“I think kids should be accepted for who they are,” said Dr. Dean Hamer, one of America’s leading geneticists and author of The God Gene, when he spoke at Worcester State College last week. The overflow crowd of students and faculty saw his film, “Out in the Silence,” and listened to his remarks on sexual orientation, which he says, “is not a choice,” according to overwhelming evidence.
Hamer’s story for the audience was a personal one as well as one based in hard science. He told the crowd that after he posted his wedding announcement in his Oil City Pennsylvania hometown newspaper when he married his partner, local readers responded with letters to the editor criticizing him for entering into marriage with a same-sex partner.
In addition, he received a letter from Kathy Spring, mother of a 16-year-old boy, CJ, who was being harassed at his high school in Oil City for his sexual orientation. She wrote the letter to Hamer because “she had nowhere else to turn.” Hamer and his partner went back to Oil City and produced the documentary “Out in the Silence” about CJ, his struggle with the local school committee, and the town’s debate over same-sex couples.
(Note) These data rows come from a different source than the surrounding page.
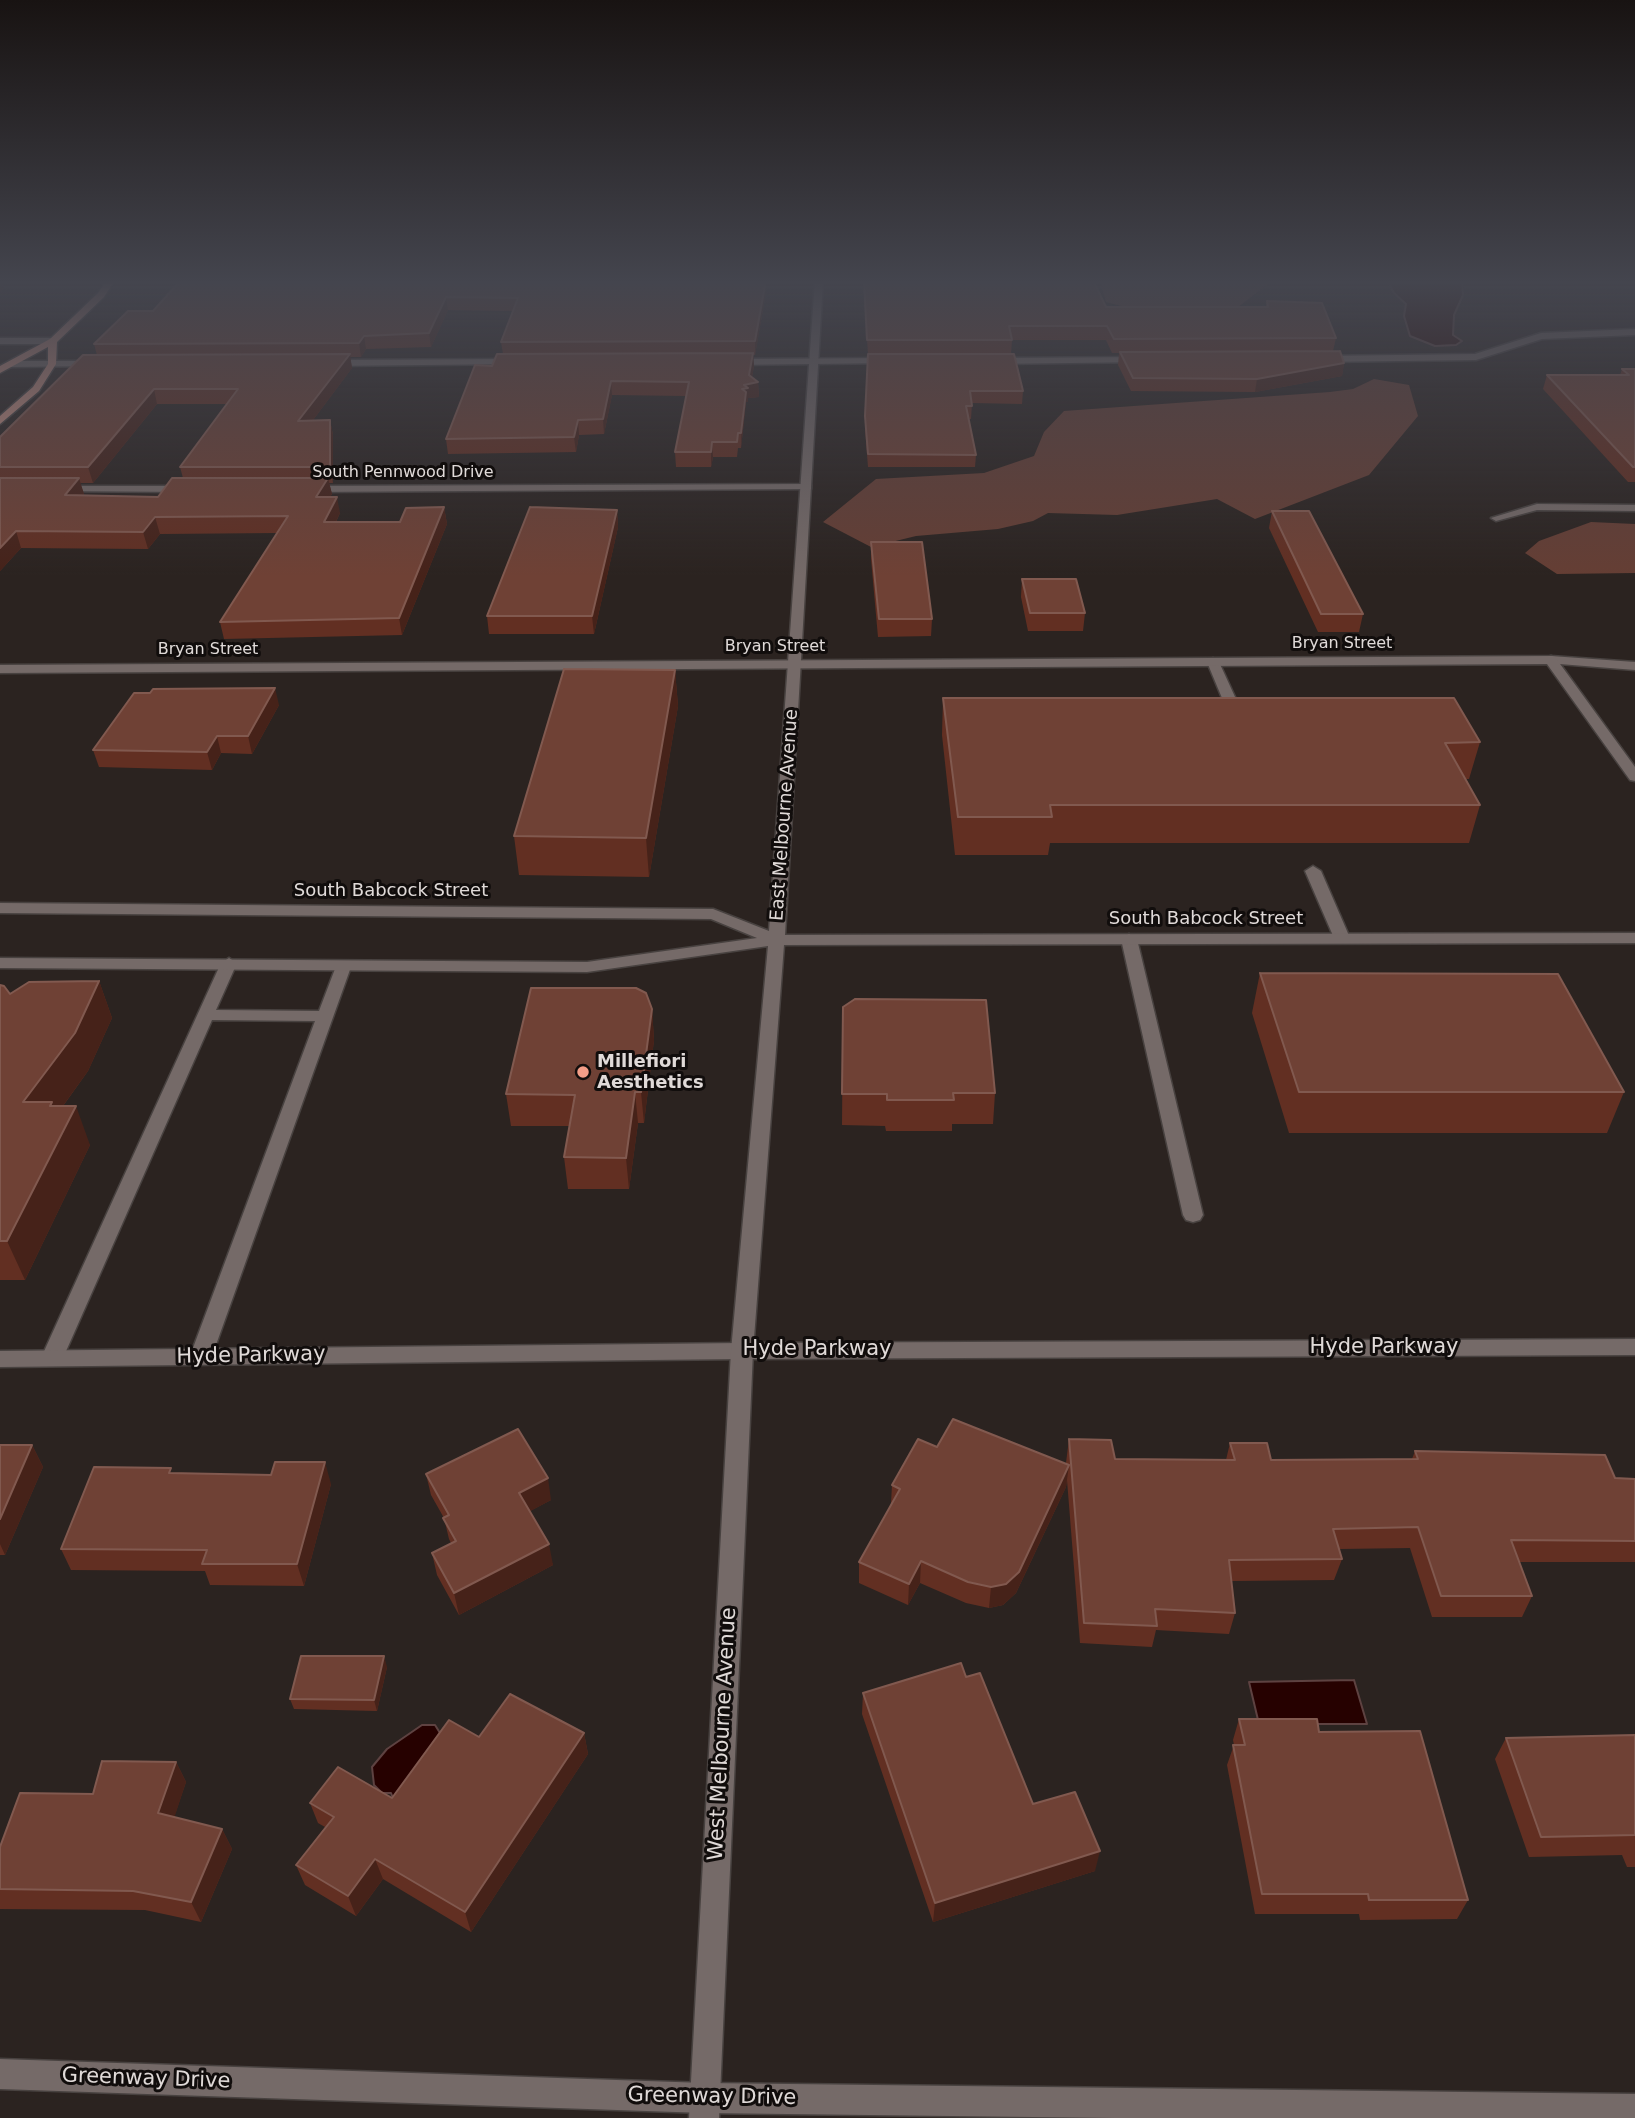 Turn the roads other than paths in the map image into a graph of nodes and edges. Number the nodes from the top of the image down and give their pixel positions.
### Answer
1 (43, 379) edge
2 (813, 379) edge
3 (0, 421) edge
4 (807, 487) junction
5 (42, 489) edge
6 (201, 489) edge
7 (293, 489) edge
8 (1635, 508) edge
9 (1496, 518) dead end
10 (1551, 660) junction
11 (1213, 662) junction
12 (794, 665) junction
13 (1635, 666) edge
14 (0, 668) edge
15 (1234, 710) edge
16 (1635, 777) edge
17 (1313, 871) dead end
18 (0, 908) edge
19 (1342, 938) junction
20 (1635, 938) edge
21 (1129, 939) junction
22 (776, 940) junction
23 (229, 962) junction
24 (0, 963) edge
25 (344, 964) junction
26 (206, 1015) junction
27 (326, 1016) junction
28 (1193, 1215) dead end
29 (1635, 1347) edge
30 (742, 1350) junction
31 (201, 1356) junction
32 (52, 1358) junction
33 (0, 1359) edge
34 (0, 2074) edge
35 (705, 2108) edge
36 (1635, 2109) edge

1 - 3 main road
2 - 4 street, East Melbourne Avenue
4 - 7 street, South Pennwood Drive
4 - 12 street, East Melbourne Avenue
5 - 6 street
8 - 9 street
10 - 11 street, Bryan Street
10 - 13 street, Bryan Street
10 - 16 street
11 - 12 street, Bryan Street
11 - 15 street
12 - 14 street, Bryan Street
12 - 22 street, East Melbourne Avenue
17 - 19 street
18 - 22 street, South Babcock Street
19 - 20 street, South Babcock Street
19 - 21 street, South Babcock Street
21 - 22 street, South Babcock Street
21 - 28 street
22 - 25 street, South Babcock Street
22 - 30 street, East Melbourne Avenue
23 - 24 street, South Babcock Street
23 - 25 street, South Babcock Street
23 - 26 street
25 - 27 street
26 - 27 street
26 - 32 street
27 - 31 street
29 - 30 street, Hyde Parkway
30 - 31 street, Hyde Parkway
30 - 35 street, West Melbourne Avenue
31 - 32 street, Hyde Parkway
32 - 33 street, Hyde Parkway
34 - 35 street, Greenway Drive
35 - 36 street, Greenway Drive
Ultimately, CJ, with the help of an ACLU lawyer, was able to get the school committee to provide diversity training and Hamer forged a friendship with a local pastor who opposes same-sex marriage.
Hamer concluded that students like CJ need as many allies as they can get. “Straight allies in high school really help,” he said.
Hamer rose to prominence for finding the “gay gene,” a discovery that revolutionized understanding of human sexuality and ignited a fierce controversy over gay rights.
The event was sponsored by Student Center/Student Activities, Disability Services.